The following three issues are of primary concern to all public transportation agencies during project development and delivery: (1) selecting the appropriate project delivery method, (2) maximizing project cost/time certainty while minimizing disruptions due to disputes, and (3) ensuring proactive project quality management while creating a safe environment for both workers and the traveling public.
The increased use of alternative project delivery methods has caused the above issues to become increasingly interrelated and created a project management challenge for state departments of transportation (DOT). Not only do these projects allow concurrent design and construction, but they also move at a faster pace, which demands a much higher degree of both integration and active collaboration to meet the demands of an aggressive schedule. Initially implemented by the Arizona DOT in 1996, partnering has been found to be an effective tool for creating the necessary atmosphere for honest, information-rich communication between the owner and its design consultants and construction contractors. However, the American Association of State Highway and Transportation Officials (AASHTO) Partnering Handbook was published in 1998 based only on traditional low bid project delivery and as such does not include guidance for partnering projects delivered using alternative contracting methods (ACM).
This dissertation aims to contribute to the body of knowledge in partnering by extending the understanding of project level partnering, and documenting effective practice found in the research to the program level. This will be achieved by answering the following overarching research question: Are there quantifiable benefits for implementing project level partnering practices that can be accrued by institutionalizing the principles of partnering at the program level?

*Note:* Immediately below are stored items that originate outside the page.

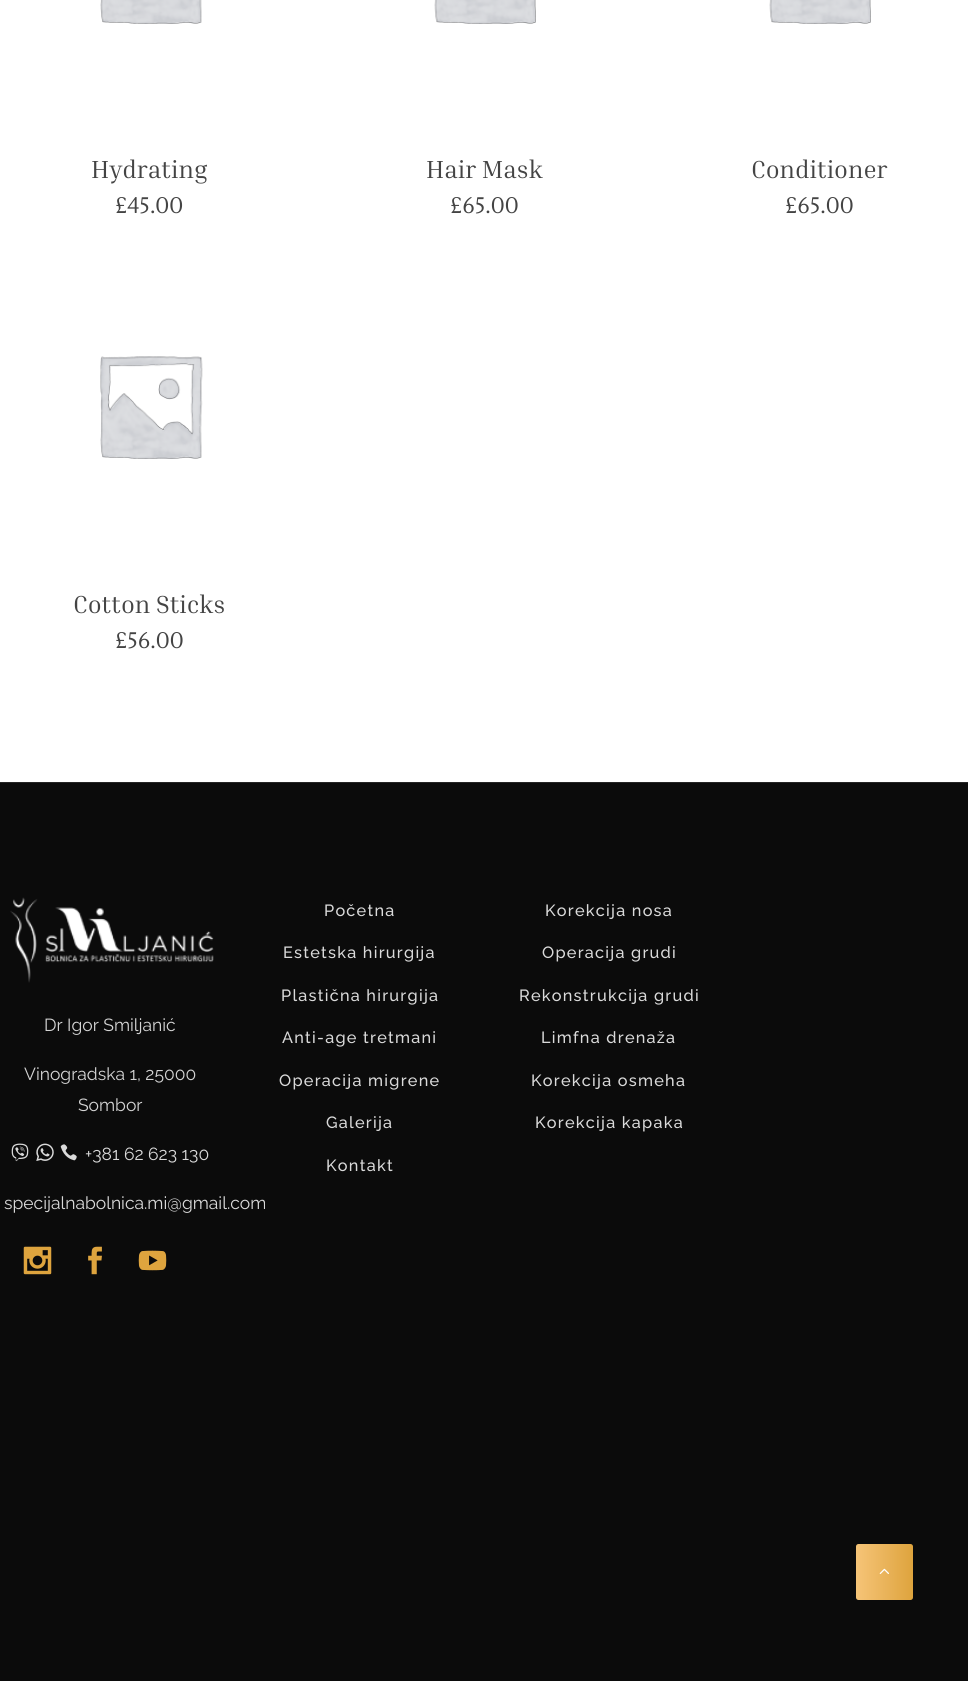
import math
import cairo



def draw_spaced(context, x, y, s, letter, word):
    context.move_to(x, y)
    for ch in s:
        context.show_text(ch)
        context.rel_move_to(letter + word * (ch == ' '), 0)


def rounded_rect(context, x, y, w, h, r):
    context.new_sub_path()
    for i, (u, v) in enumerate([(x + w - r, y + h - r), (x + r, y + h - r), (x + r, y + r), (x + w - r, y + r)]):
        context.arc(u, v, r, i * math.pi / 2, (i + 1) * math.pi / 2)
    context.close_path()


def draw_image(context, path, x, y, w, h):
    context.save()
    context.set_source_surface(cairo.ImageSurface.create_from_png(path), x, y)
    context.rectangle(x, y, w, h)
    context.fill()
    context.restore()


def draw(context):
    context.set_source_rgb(1, 1, 1)
    context.paint()
    draw_image(context, "images/1.png", 100, 0, 102, 24)
    draw_image(context, "images/2.png", 434, 0, 102, 24)
    draw_image(context, "images/2.png", 769, 0, 102, 24)
    draw_image(context, "images/3.png", 100, 356, 103, 103)
    context.set_source_rgb(37 / 255, 37 / 255, 37 / 255)
    context.rectangle(0, 782, 968, 1)
    context.fill()
    context.set_source_rgb(11 / 255, 11 / 255, 11 / 255)
    context.rectangle(0, 783, 968, 898)
    context.fill()
    draw_image(context, "images/4.png", 10, 897, 204, 86)
    draw_image(context, "images/5.png", 11, 1143, 18, 19)
    draw_image(context, "images/6.png", 36, 1143, 18, 18)
    draw_image(context, "images/7.png", 60, 1144, 17, 17)
    draw_image(context, "images/8.png", 23, 1246, 29, 29)
    draw_image(context, "images/9.png", 88, 1246, 14, 29)
    draw_image(context, "images/10.png", 138, 1250, 29, 21)
    gradient = cairo.LinearGradient(856, 1572, 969, 1572)
    gradient.add_color_stop_rgba(0, 246 / 255, 196 / 255, 120 / 255, 1)
    gradient.add_color_stop_rgba(0.5, 222 / 255, 164 / 255, 62 / 255, 1)
    gradient.add_color_stop_rgba(1, 246 / 255, 196 / 255, 120 / 255, 1)
    context.set_source(gradient)
    rounded_rect(context, 856, 1544, 57, 56, 2.5)
    context.fill()
    draw_image(context, "images/11.png", 879, 1568, 10, 6)
    context.select_font_face("Inria Serif")
    context.set_font_size(25)
    context.set_source_rgb(68 / 255, 68 / 255, 68 / 255)
    context.move_to(91, 178)
    context.show_text("Hydrating")
    context.select_font_face("Lustria")
    context.set_font_size(22.5)
    context.move_to(115, 213)
    context.show_text("£45.00")
    context.select_font_face("Inria Serif")
    context.set_font_size(25)
    context.move_to(426, 178)
    context.show_text("Hair Mask")
    context.select_font_face("Lustria")
    context.set_font_size(22.5)
    context.move_to(450, 213)
    context.show_text("£65.00")
    context.select_font_face("Inria Serif")
    context.set_font_size(25)
    context.move_to(751, 178)
    context.show_text("Conditioner")
    context.select_font_face("Lustria")
    context.set_font_size(22.5)
    context.move_to(785, 213)
    context.show_text("£65.00")
    context.select_font_face("Inria Serif")
    context.set_font_size(25)
    context.move_to(73, 613)
    context.show_text("Cotton Sticks")
    context.select_font_face("Lustria")
    context.set_font_size(22.5)
    context.move_to(115, 648)
    context.show_text("£56.00")
    context.select_font_face("Raleway")
    context.set_font_size(17.5)
    context.set_source_rgb(212 / 255, 212 / 255, 212 / 255)
    context.move_to(44, 1031)
    context.show_text("Dr Igor Smiljanić")
    context.move_to(24, 1080)
    context.show_text("Vinogradska 1, 25000")
    context.move_to(78, 1111)
    context.show_text("Sombor")
    context.set_source_rgb(218 / 255, 218 / 255, 218 / 255)
    context.move_to(85, 1160)
    context.show_text("+381 62 623 130")
    context.move_to(4, 1209)
    context.show_text("specijalnabolnica.mi@gmail.com")
    context.select_font_face("Raleway Medium")
    context.set_font_size(16.25)
    draw_spaced(context, 324, 916, "Početna", 1.25, 0)
    draw_spaced(context, 283, 958, "Estetska hirurgija", 1.25, 0)
    draw_spaced(context, 281, 1001, "Plastična hirurgija", 1.25, 0)
    draw_spaced(context, 282, 1043, "Anti-age tretmani", 1.25, 0)
    draw_spaced(context, 279, 1086, "Operacija migrene", 1.25, 0)
    draw_spaced(context, 326, 1128, "Galerija", 1.25, 0)
    draw_spaced(context, 326, 1171, "Kontakt", 1.25, 0)
    draw_spaced(context, 545, 916, "Korekcija nosa", 1.25, 0)
    draw_spaced(context, 542, 958, "Operacija grudi", 1.25, 0)
    draw_spaced(context, 519, 1001, "Rekonstrukcija grudi", 1.25, 0)
    draw_spaced(context, 541, 1043, "Limfna drenaža", 1.25, 0)
    draw_spaced(context, 531, 1086, "Korekcija osmeha", 1.25, 0)
    draw_spaced(context, 535, 1128, "Korekcija kapaka", 1.25, 0)


surface = cairo.ImageSurface(cairo.Format.RGB24, 968, 1681)
context = cairo.Context(surface)
options = cairo.FontOptions()
options.set_hint_metrics(cairo.HintMetrics.OFF)
options.set_hint_style(cairo.HintStyle.NONE)
context.set_font_options(options)
context.set_miter_limit(4)
draw(context)
surface.write_to_png("out.png")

The research findings will also have practical implications for transportation agencies which will address that gaps in current knowledge through the following objectives: develop decision-making procedures to select projects to be delivered using partnering based on their project performance metrics; develop a framework procedure to measure the impact of partnering practices; developing guidance for partnering projects delivered using ACMs; and develop a partnering organizational maturity model to identify potential areas of improvements at program level.